Step-by-Step Guide

How to secure scan-to-email from an MFP.

A five-step procedure for IT and security teams to lock down multifunction printer scan-to-email across any copier brand. Inventory the fleet, test for plaintext SMTP, block the unencrypted path, map every scan workflow, and deploy the SecureMFP gateway. Two to four weeks for a regional fleet, five minutes per device, no firmware change required.

The problem in 2026

The MFP scan-to-email setup problem in 2026

The default scan-to-email configuration on most multifunction printer brands has not changed in fifteen years of product evolution. The device authenticates to an SMTP relay using credentials stored on the device. The connection is often on port 25 with AUTH PLAIN authentication. The credentials are base64 encoded, which is reversible to plaintext in seconds. The connection itself is not wrapped in TLS unless an administrator explicitly enabled it on the admin web console. Most administrators never touched the default. The Quocirca 2024 Print Security Landscape found that just 16 percent of organizations are completely confident in their print security while 67 percent suffered a print-related breach in the past year. The gap between confidence and breach reality is the unaddressed compliance exposure that auditors, regulators, and cyber insurance underwriters started flagging in 2024 and 2025 across financial, healthcare, education, and automotive verticals nationwide.

Step 1

Inventory your MFP fleet and find the SMTP relay

Build a complete inventory of every multifunction printer on the network. Capture make, model, firmware version, IP address, location, and which SMTP relay each device authenticates against. Most fleets discover devices the IT team did not know existed during this step. Use network discovery tools like Nmap with the print-port scan, or pull device lists from the managed-print services contract and reconcile against the network.
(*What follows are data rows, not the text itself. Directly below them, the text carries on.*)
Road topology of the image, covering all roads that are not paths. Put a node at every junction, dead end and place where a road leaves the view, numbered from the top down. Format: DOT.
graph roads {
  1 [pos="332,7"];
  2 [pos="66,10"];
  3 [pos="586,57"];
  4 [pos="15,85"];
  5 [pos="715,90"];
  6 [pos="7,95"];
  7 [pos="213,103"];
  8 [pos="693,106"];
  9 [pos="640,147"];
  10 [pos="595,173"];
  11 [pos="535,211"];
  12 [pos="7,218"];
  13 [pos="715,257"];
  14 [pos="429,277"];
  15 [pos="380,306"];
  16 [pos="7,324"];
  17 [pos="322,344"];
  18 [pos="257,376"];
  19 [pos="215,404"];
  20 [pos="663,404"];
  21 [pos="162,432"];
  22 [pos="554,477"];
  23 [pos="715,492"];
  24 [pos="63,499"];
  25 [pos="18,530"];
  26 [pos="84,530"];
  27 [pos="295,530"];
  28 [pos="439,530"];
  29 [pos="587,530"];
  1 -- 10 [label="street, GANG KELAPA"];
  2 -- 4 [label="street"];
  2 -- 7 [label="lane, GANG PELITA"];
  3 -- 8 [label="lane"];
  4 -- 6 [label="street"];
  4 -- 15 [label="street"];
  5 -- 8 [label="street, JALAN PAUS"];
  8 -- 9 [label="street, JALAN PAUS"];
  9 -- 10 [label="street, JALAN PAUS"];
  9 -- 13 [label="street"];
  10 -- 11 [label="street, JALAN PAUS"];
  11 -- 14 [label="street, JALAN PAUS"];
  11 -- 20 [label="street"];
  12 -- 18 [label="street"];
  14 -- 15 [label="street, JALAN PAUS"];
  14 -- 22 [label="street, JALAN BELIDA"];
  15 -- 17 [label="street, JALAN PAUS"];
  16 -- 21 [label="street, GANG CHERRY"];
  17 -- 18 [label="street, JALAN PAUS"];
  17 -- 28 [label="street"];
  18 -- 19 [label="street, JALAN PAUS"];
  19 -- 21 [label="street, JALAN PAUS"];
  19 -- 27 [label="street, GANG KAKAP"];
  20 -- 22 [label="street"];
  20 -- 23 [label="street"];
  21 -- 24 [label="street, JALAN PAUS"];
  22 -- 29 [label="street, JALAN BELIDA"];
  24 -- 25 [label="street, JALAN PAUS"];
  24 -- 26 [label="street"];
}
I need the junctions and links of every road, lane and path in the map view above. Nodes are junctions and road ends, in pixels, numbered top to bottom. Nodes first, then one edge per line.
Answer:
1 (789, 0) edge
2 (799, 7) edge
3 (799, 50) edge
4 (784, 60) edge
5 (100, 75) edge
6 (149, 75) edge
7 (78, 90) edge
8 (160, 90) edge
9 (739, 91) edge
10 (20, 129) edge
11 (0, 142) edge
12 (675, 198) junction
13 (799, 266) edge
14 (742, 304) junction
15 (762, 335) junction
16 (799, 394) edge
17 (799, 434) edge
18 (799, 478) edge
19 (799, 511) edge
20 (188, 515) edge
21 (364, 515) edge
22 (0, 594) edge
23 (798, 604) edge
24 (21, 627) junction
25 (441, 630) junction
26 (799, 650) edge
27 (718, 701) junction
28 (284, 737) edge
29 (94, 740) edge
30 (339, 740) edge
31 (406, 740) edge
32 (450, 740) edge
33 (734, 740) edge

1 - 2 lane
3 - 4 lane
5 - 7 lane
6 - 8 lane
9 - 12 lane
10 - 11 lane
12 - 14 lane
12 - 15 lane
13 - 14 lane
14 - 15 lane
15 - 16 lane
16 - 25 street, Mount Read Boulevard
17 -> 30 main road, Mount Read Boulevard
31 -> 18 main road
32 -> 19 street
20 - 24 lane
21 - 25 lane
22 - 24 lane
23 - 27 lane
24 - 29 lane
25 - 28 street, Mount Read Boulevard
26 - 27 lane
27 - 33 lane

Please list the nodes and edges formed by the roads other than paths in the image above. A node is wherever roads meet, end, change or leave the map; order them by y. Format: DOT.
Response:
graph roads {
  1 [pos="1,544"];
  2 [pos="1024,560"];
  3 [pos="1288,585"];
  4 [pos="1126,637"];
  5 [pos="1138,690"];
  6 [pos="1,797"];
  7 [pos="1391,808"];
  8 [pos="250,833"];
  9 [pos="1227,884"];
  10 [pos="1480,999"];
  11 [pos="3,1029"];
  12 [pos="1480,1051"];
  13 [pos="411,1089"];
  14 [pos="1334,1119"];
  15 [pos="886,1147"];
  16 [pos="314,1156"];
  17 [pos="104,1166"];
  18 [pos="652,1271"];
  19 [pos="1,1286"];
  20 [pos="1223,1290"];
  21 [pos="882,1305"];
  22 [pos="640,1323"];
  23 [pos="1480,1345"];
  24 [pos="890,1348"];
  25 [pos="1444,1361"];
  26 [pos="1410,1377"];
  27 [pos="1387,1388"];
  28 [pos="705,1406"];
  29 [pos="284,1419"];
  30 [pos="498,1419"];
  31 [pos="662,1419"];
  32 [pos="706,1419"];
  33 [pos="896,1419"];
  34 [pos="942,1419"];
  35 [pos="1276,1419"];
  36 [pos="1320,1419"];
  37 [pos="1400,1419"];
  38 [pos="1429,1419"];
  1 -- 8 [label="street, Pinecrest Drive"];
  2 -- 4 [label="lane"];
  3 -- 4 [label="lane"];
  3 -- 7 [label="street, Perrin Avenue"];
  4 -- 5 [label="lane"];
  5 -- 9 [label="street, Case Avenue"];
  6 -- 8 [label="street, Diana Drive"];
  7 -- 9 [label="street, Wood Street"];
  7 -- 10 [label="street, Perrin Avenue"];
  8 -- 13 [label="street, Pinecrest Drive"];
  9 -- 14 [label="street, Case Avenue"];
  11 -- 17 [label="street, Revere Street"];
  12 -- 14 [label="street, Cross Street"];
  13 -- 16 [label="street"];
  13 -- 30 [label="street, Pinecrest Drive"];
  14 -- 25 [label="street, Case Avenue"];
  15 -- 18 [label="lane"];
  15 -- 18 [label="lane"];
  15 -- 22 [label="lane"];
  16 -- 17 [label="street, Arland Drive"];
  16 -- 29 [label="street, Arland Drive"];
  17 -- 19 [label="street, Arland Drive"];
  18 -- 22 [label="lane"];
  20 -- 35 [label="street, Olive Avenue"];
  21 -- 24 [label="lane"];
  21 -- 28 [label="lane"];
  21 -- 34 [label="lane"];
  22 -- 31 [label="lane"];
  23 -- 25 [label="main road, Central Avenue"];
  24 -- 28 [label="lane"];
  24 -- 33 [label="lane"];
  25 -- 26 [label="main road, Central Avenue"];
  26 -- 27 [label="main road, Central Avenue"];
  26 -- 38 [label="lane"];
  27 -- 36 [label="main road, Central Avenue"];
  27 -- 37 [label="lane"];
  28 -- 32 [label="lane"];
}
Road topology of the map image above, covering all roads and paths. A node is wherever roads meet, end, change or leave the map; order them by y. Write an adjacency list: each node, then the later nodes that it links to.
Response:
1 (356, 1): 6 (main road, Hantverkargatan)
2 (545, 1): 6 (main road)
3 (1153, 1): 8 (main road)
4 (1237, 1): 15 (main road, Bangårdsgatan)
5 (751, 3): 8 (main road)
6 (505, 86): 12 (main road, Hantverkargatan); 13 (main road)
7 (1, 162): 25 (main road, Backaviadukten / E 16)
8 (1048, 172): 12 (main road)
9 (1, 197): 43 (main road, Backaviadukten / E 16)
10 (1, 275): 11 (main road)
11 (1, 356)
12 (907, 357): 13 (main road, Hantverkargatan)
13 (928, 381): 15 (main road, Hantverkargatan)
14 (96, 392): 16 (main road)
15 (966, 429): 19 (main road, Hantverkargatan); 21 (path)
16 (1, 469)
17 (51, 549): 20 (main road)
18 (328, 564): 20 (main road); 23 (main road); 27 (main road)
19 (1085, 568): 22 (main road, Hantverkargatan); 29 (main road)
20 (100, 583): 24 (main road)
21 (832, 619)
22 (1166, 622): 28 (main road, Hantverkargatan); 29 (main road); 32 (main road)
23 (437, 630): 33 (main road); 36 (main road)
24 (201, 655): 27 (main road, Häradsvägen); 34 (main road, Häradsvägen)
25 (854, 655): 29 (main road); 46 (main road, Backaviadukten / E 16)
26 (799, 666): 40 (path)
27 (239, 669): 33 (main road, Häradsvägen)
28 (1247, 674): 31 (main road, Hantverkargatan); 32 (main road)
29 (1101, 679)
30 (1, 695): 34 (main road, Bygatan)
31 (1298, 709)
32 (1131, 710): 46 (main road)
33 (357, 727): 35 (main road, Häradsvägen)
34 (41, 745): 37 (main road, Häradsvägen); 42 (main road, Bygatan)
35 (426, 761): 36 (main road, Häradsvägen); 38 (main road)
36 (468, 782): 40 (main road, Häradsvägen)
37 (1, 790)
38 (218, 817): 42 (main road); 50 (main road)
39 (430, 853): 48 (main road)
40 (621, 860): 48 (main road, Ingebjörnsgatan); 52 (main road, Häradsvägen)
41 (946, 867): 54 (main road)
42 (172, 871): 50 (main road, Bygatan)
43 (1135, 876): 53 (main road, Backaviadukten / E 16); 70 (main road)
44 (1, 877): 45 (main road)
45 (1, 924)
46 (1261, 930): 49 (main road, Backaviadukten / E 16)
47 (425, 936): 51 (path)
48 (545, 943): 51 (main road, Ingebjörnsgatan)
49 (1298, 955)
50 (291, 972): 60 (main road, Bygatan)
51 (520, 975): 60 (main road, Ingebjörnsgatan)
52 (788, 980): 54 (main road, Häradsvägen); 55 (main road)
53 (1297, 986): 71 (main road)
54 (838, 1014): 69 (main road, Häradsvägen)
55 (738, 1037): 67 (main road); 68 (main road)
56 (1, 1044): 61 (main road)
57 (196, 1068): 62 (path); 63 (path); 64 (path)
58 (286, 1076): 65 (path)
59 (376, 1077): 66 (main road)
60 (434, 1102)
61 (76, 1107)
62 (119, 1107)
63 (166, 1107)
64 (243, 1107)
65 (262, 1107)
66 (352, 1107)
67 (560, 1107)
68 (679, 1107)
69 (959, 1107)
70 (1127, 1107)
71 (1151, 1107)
The output is a spreadsheet with one row per device. Add a column for the SMTP relay each device targets. Some devices route through the corporate Exchange relay. Others route through a managed-print services aggregator. Some route directly to Office 365 or Google Workspace. The relay assignment determines what changes are possible in step three and how the SecureMFP gateway gets placed in step five.

Step 2

Test whether your fleet is sending TLS or plaintext

Run a packet capture on the SMTP relay or use the relay logs to determine which devices are authenticating with TLS and which are falling back to plaintext. Use Wireshark, tcpdump, or the relay's native session logging. Filter on the device source IPs from the inventory in step one. For each device, look for STARTTLS in the initial SMTP exchange. If STARTTLS is absent, the connection is plaintext. If STARTTLS is present but the server response indicates fallback, the connection is degraded. Document the TLS status per device. The output is two columns added to the spreadsheet: TLS status and authentication mechanism. The result usually surprises the IT team.

Step 3

Block plaintext SMTP at the network and SMTP-relay layer

Disable AUTH PLAIN and AUTH LOGIN on port 25 at the SMTP relay. Force devices to use port 587 with STARTTLS or port 465 with implicit TLS. Apply firewall rules to block outbound port 25 from the multifunction printer VLAN to any host outside the relay. Coordinate with the change-management process because some legacy devices will fail to send mail until they are reconfigured. The reconfiguration step on each device requires the administrative credentials documented in step one. Some copier brands store the SMTP credential in a way that survives the port change. Others require the credential to be re-entered. The work is per-device manual touch unless the institution has a fleet management console with bulk push capability. Test the change on a small group of devices before applying institution-wide.

Step 4

Map every scan workflow to its destination system

Document every scan workflow on every device: scan-to-email, scan-to-folder, scan-to-fax, scan-to-cloud. Identify the destination system for each: mailbox, file share, fax-over-IP relay, line-of-business application. The audit gap lives in the workflows the IT team has not documented yet. Walk through the device control panel on a sample of each model class and capture every preset destination configured by the user community. Most fleets discover scan-to-folder destinations that point to file shares which no longer exist on the network, scan-to-fax destinations that point to fax-over-IP services the institution no longer pays for, and scan-to-cloud destinations that route to consumer Dropbox or Google Drive accounts. The output is a workflow inventory. Each row identifies the device, the workflow name, the destination, the authentication mechanism, and whether the path is encrypted today.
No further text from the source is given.